Comprehensive Notes on Social Psychology and Social Cognition
Social Psychology
- Albert Bandura Quote:
- "Psychology cannot tell people how they ought to live their lives. It can however, provide them with the means for effecting personal and social change."
Chapter 2: Social Learning & Social Cognition
Definition of Learning
- Learning: A relatively permanent change in behavior or mental processes due to experience.
- Important note: What is learned can also be unlearned.
Social Learning Theory
- Social Learning Theory: People learn by observing others. Examples of models include:
- Teachers
- Parents
- Siblings
- Peers
- Influencers, athletes, celebrities
- Learning is a process of mimicking behavior observed in others, also known as social-cognitive theory.
Classical Conditioning
- Definition: A form of learning where a neutral stimulus acquires the ability to evoke a reaction after being paired with another stimulus.
- Key Terms:
- Unconditioned Stimulus (US): Evokes a response without prior learning.

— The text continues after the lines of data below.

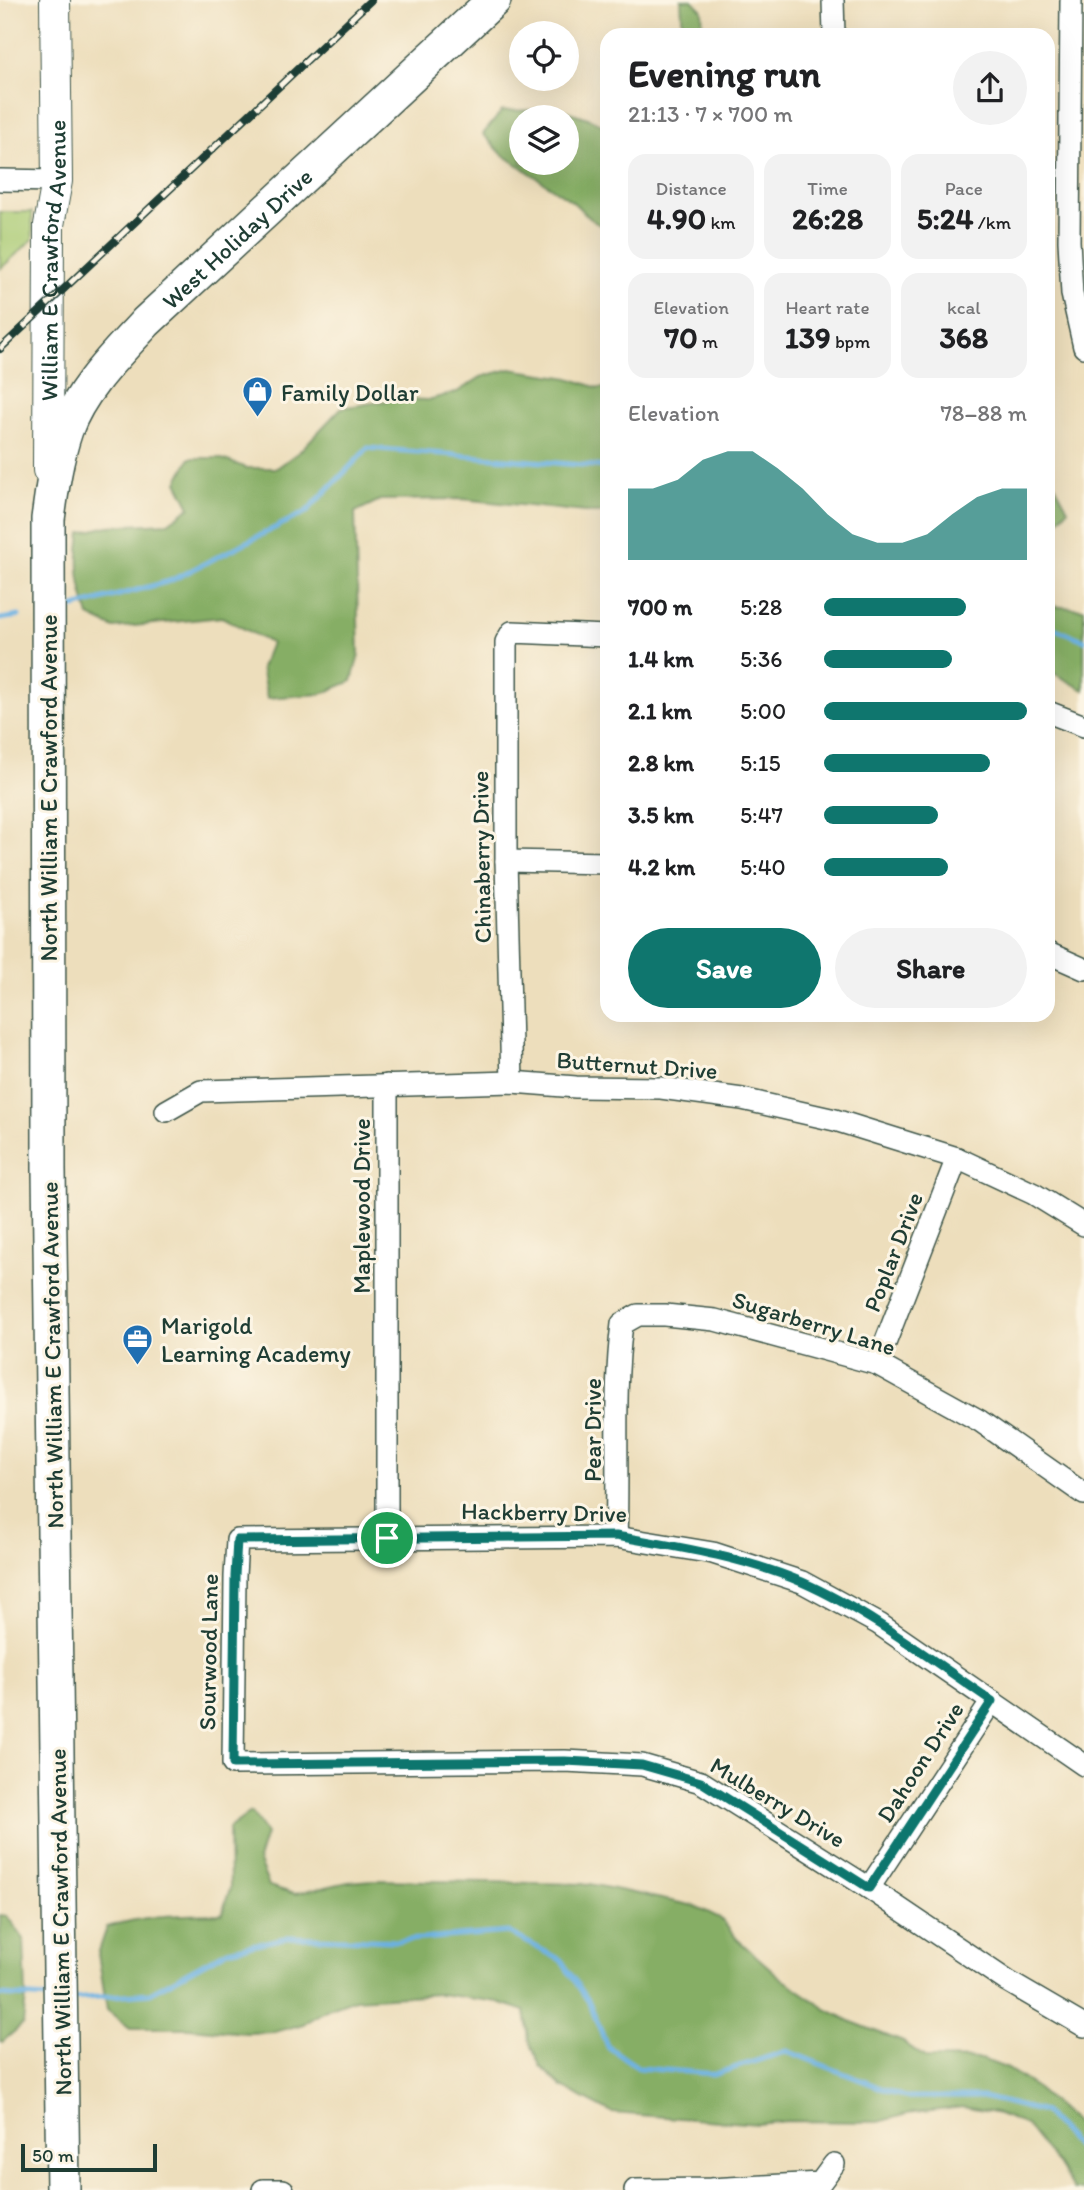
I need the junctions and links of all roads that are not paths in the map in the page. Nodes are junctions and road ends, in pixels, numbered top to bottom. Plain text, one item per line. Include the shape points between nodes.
1 (55, 0) edge
2 (494, 0) edge
3 (833, 0) edge
4 (1072, 0) edge
5 (834, 28) edge
6 (0, 180) edge
7 (57, 181) junction
8 (1077, 241) edge
9 (1084, 347) edge
10 (48, 519) junction
11 (600, 636) edge
12 (1055, 715) edge
13 (1084, 726) edge
14 (506, 861) junction
15 (600, 863) edge
16 (1055, 956) edge
17 (1084, 969) edge
18 (512, 1082) junction
19 (387, 1085) junction
20 (166, 1111) dead end
21 (957, 1158) junction
22 (1084, 1225) edge
23 (622, 1324) joint
24 (877, 1364) junction
25 (1084, 1494) edge
26 (616, 1536) junction
27 (387, 1538) junction
28 (237, 1540) joint
29 (992, 1701) junction
30 (233, 1764) joint
31 (1084, 1765) edge
32 (869, 1888) junction
33 (1084, 2026) edge
34 (834, 2164) dead end
35 (63, 2190) edge
36 (263, 2190) edge
37 (283, 2190) edge
38 (635, 2190) edge

1 - 7 main road, William E Crawford Avenue
2 - 10 main road, West Holiday Drive via 124,346 80,402 67,427
3 - 5 street
4 - 8 street
6 - 7 street
7 - 10 main road, William E Crawford Avenue via 49,225
8 - 9 street via 1072,294
10 - 35 main road, North William E Crawford Avenue via 49,1182
11 - 14 street, Chinaberry Drive via 512,632 506,642
12 - 13 street
14 - 15 street
14 - 18 street, Chinaberry Drive
16 - 17 street
18 - 19 street, Butternut Drive
18 - 21 street, Butternut Drive via 661,1088 742,1099 835,1120
19 - 20 street, Butternut Drive via 201,1091
19 - 27 street, Maplewood Drive
21 - 22 street, Butternut Drive via 1034,1194
21 - 24 street, Poplar Drive
23 - 24 street, Sugarberry Lane via 638,1314 715,1320
23 - 26 street, Pear Drive
24 - 25 street, Sugarberry Lane via 980,1421
26 - 27 street, Hackberry Drive
26 - 29 street, Hackberry Drive via 713,1553 802,1582 879,1624
27 - 28 street, Hackberry Drive
28 - 30 street, Sourwood Lane
29 - 31 street, Hackberry Drive
29 - 32 street, Dahoon Drive
30 - 32 street, Mulberry Drive via 565,1761 642,1765 701,1782
32 - 33 street, Mulberry Drive via 1007,1981
34 - 38 street via 820,2183
36 - 37 street

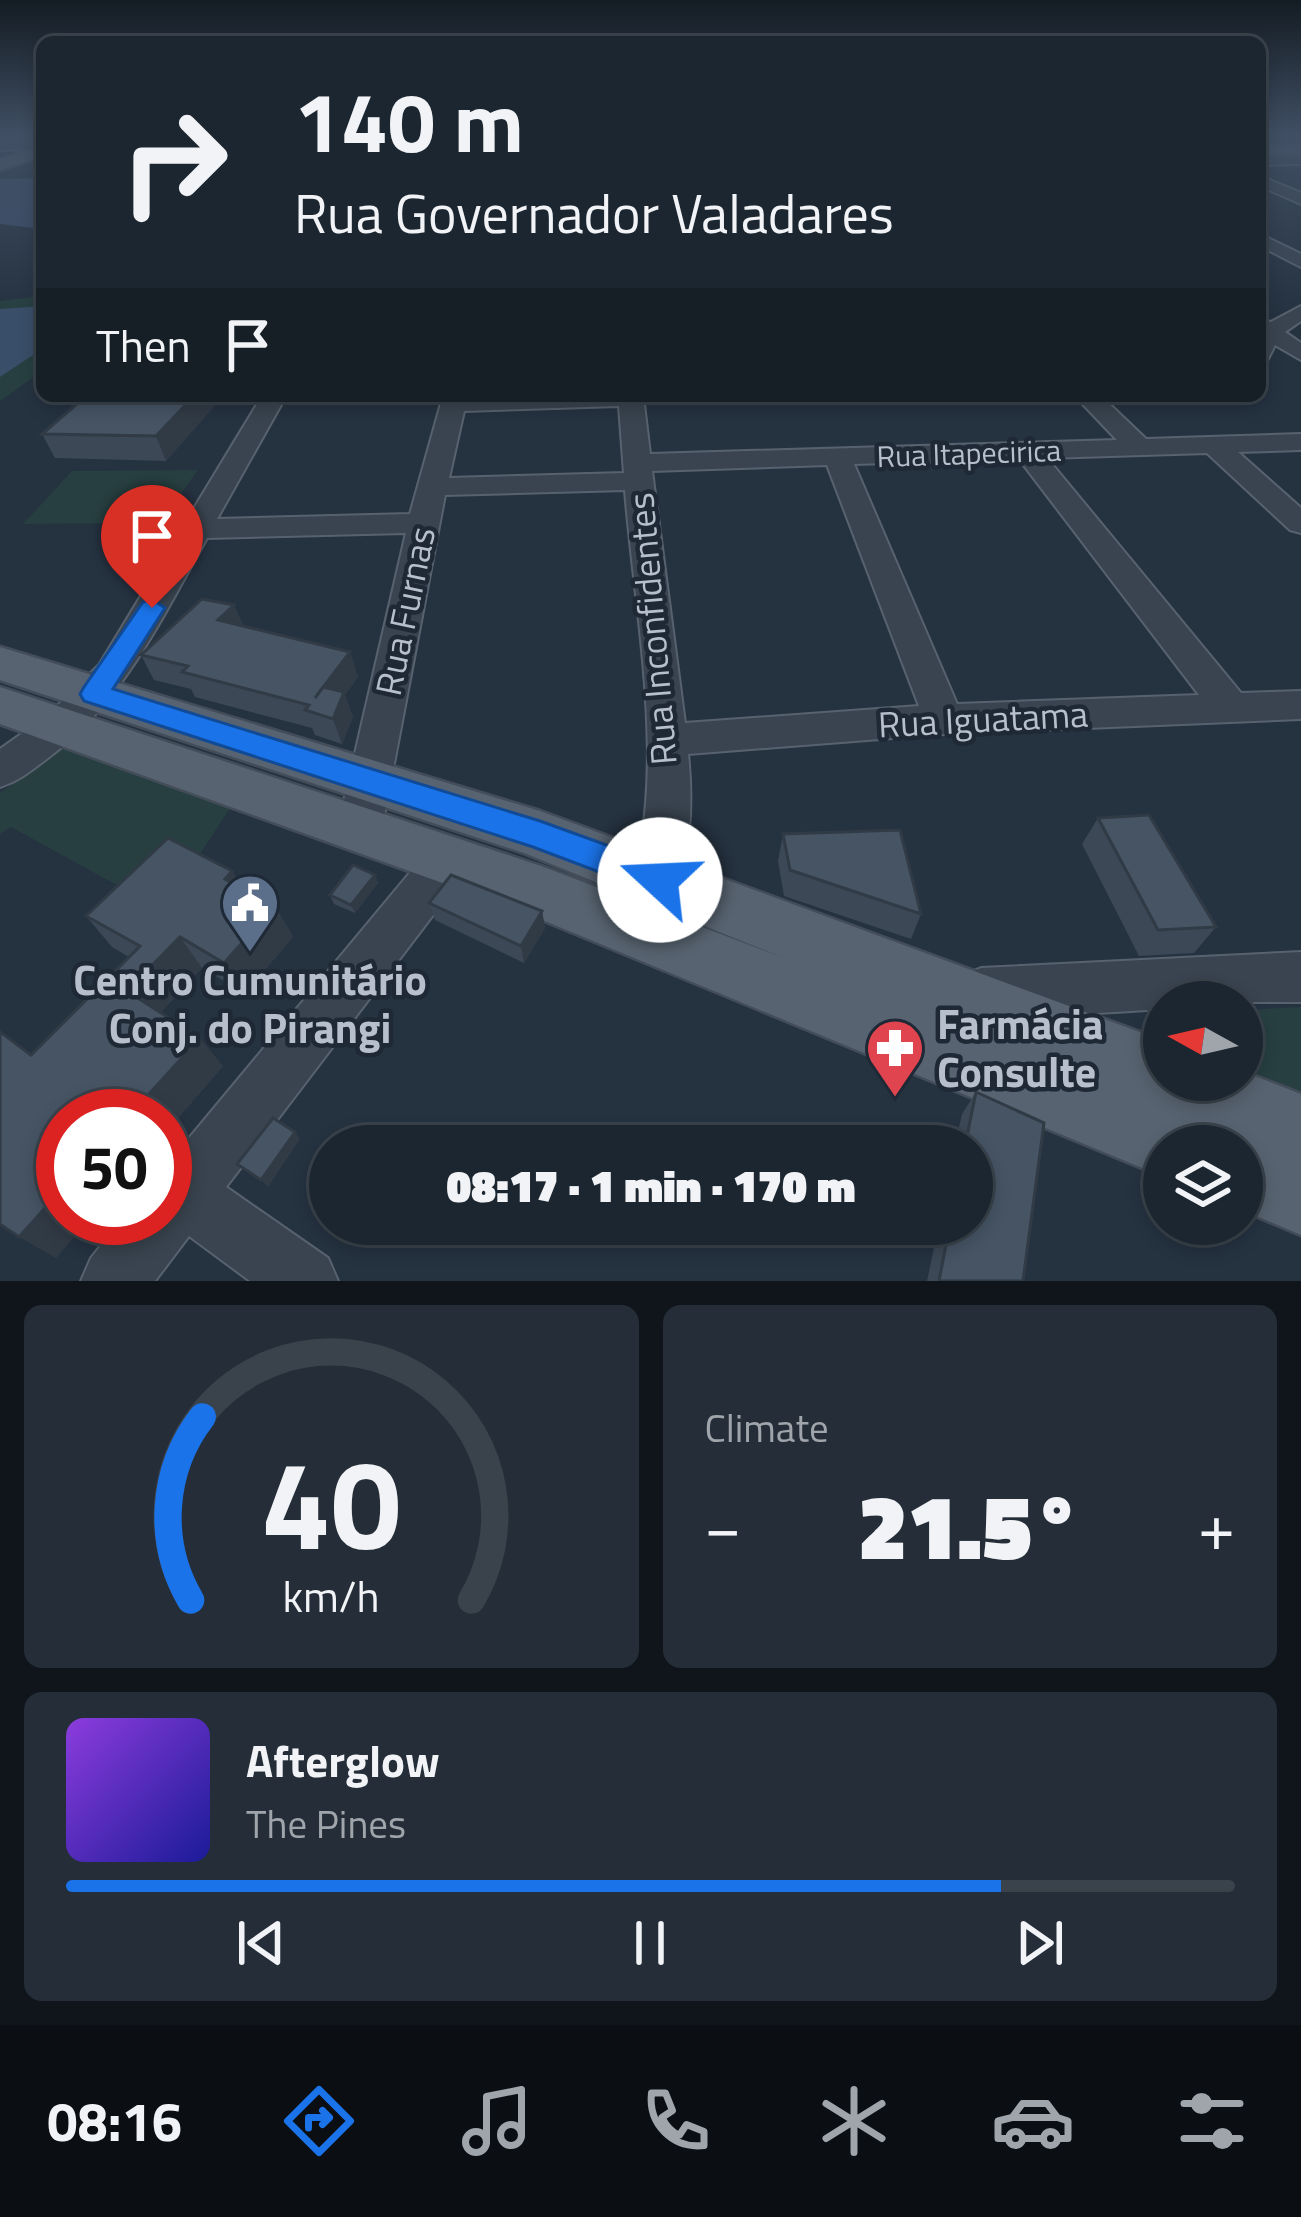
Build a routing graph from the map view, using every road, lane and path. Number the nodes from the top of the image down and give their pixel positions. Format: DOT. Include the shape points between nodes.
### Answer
graph roads {
  1 [pos="1266,241"];
  2 [pos="1301,261"];
  3 [pos="1301,312"];
  4 [pos="1266,339"];
  5 [pos="1266,343"];
  6 [pos="1301,356"];
  7 [pos="271,402"];
  8 [pos="454,402"];
  9 [pos="631,402"];
  10 [pos="1094,402"];
  11 [pos="1301,442"];
  12 [pos="1215,446"];
  13 [pos="1140,448"];
  14 [pos="1028,453"];
  15 [pos="838,458"];
  16 [pos="638,472"];
  17 [pos="433,487"];
  18 [pos="422,523"];
  19 [pos="1301,524"];
  20 [pos="201,529"];
  21 [pos="0,663"];
  22 [pos="0,705"];
  23 [pos="1301,705"];
  24 [pos="1230,707"];
  25 [pos="78,710"];
  26 [pos="944,718"];
  27 [pos="666,740"];
  28 [pos="0,771"];
  29 [pos="365,803"];
  30 [pos="448,859"];
  31 [pos="649,904"];
  32 [pos="1301,977"];
  33 [pos="963,995"];
  34 [pos="1143,1068"];
  35 [pos="1226,1101"];
  36 [pos="1143,1130"];
  37 [pos="1301,1131"];
  38 [pos="1263,1181"];
  39 [pos="192,1182"];
  40 [pos="1301,1196"];
  41 [pos="192,1222"];
  42 [pos="142,1245"];
  43 [pos="114,1281"];
  44 [pos="305,1281"];
  1 -- 2 [label="street"];
  3 -- 4 [label="street"];
  5 -- 6 [label="street"];
  7 -- 20 [label="street"];
  8 -- 17 [label="street, Rua Furnas"];
  9 -- 16 [label="street, Rua Inconfidentes"];
  10 -- 13 [label="street"];
  11 -- 12 [label="street, Rua Itapecirica"];
  12 -- 13 [label="street, Rua Itapecirica"];
  12 -- 19 [label="street"];
  13 -- 14 [label="street, Rua Itapecirica"];
  14 -- 15 [label="street, Rua Itapecirica"];
  14 -- 24 [label="street"];
  15 -- 16 [label="street, Rua Itapecirica"];
  15 -- 26 [label="street"];
  16 -- 17 [label="street, Rua Itapecirica"];
  16 -- 27 [label="street, Rua Inconfidentes"];
  17 -- 18 [label="street, Rua Furnas"];
  18 -- 20 [label="street"];
  18 -- 29 [label="street, Rua Furnas"];
  20 -- 25 [label="street" via="128,651"];
  21 -- 25 [label="main road"];
  22 -- 25 [label="main road"];
  23 -- 24 [label="street, Rua Iguatama"];
  24 -- 26 [label="street, Rua Iguatama"];
  25 -- 28 [label="street"];
  25 -- 29 [label="main road"];
  26 -- 27 [label="street, Rua Iguatama"];
  27 -- 31 [label="street, Rua Inconfidentes"];
  29 -- 30 [label="main road"];
  29 -- 31 [label="main road"];
  30 -- 31 [label="main road"];
  30 -- 39 [label="street"];
  31 -- 33 [label="main road"];
  31 -- 36 [label="main road"];
  32 -- 33 [label="street"];
  33 -- 34 [label="main road"];
  35 -- 37 [label="main road"];
  38 -- 40 [label="main road"];
  41 -- 44 [label="street"];
  42 -- 43 [label="street"];
}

- Conditioned Stimulus (CS): A previously neutral stimulus that gains significance through association with the US.
Subliminal Conditioning
- Occurs without conscious awareness; may affect attitudes subtly (e.g., Alzheimer’s patients showing attitude changes without recalling stimuli).
- Illusion of Truth Effect: Repetition creates familiarity, leading to positive attitudes (used in advertising).
Operant Conditioning
- Definition: Learning based on consequences which either increase or decrease the likelihood of a behavior being repeated.
Instrumental Conditioning
- Law of Effect: Responses followed by positive outcomes become reinforced; negative outcomes reduce the likelihood.
- Example: Children rewarded for expressing “right” views.
Associational Learning
- Occurs when an object/event is linked to an automatic behavior or emotion.
- Important in understanding biases, such as racial prejudices formed by media portrayals.
Observational Learning (Bandura's Research)
- Children exposed to aggressive behavior in videos displayed more aggression in their play.
- Demonstrates how behavior can be learned through modeling (i.e., learning through observation).
- Examples:
- Yoga students learn postures by observing instructors.
- Symbolic modeling: behaviors learned through media.
Social Comparison and Reference Groups
- Social Comparison: Assessing oneself concerning others to validate perceptions of reality.
- Reference Groups: Groups whose opinions and behaviors we identify with, influencing our own attitudes.
Schema Theory
- Schema: Cognitive frameworks that help organize and interpret information.
- Two key processes:
- Assimilation: Incorporating new information into existing schemas.
- Accommodation: Changing schemas to fit new information.
- Characteristics:
- Low-effort and non-conscious, accessed based on relevance.
Cognitive Biases
- Confirmation Bias: Preference for information that confirms existing beliefs.
- Pygmalion Effect: Expectations influence others’ behaviors, fostering a self-fulfilling prophecy.
- Self-Fulfilling Prophecy: When expectations lead to behaviors that cause those expectations to come true.
- Example: Teacher’s expectations affecting student performance.
The Perseverance Effect
- Beliefs persist despite contradictory evidence, often reinforcing self-fulfilling schemas.
- Influences social expectations and behaviors in various contexts (work, friendships).
Cognitive Processing
Automatic vs Controlled Cognition
- Automatic Processing: Quick, out-of-awareness thought processes (e.g., driving a familiar route).
- Controlled Processing: Reflective and deliberate thinking, requiring conscious effort.
Automatic Processing Risks
- While it aids efficiency, it can lead to errors and biases, such as stereotypes and misjudgments.
Priming
- Definition: Exposure to one stimulus influences responses to another; affects accessibility in memory.
- Moods can prime memory retrieval, coloring emotional interpretations of situations.
Heuristics
- Definition: Mental shortcuts that simplify decision-making but can lead to errors.
- Types:
- Representativeness Heuristic: Judging based on perceived similarities.
- Availability Heuristic: Assessing probabilities based on ease of recall.
- Anchoring and Adjustment: Initial values unduly influence final estimates
- False Consensus Bias: Overestimating the extent of shared beliefs among others.
Overconfidence Bias
- Tendency to overestimate one’s accuracy in judgments, with implications for decision-making in various critical situations (e.g., legal matters, personal forecasts).
- Notable consequences in historical failures (e.g., Titanic sinking).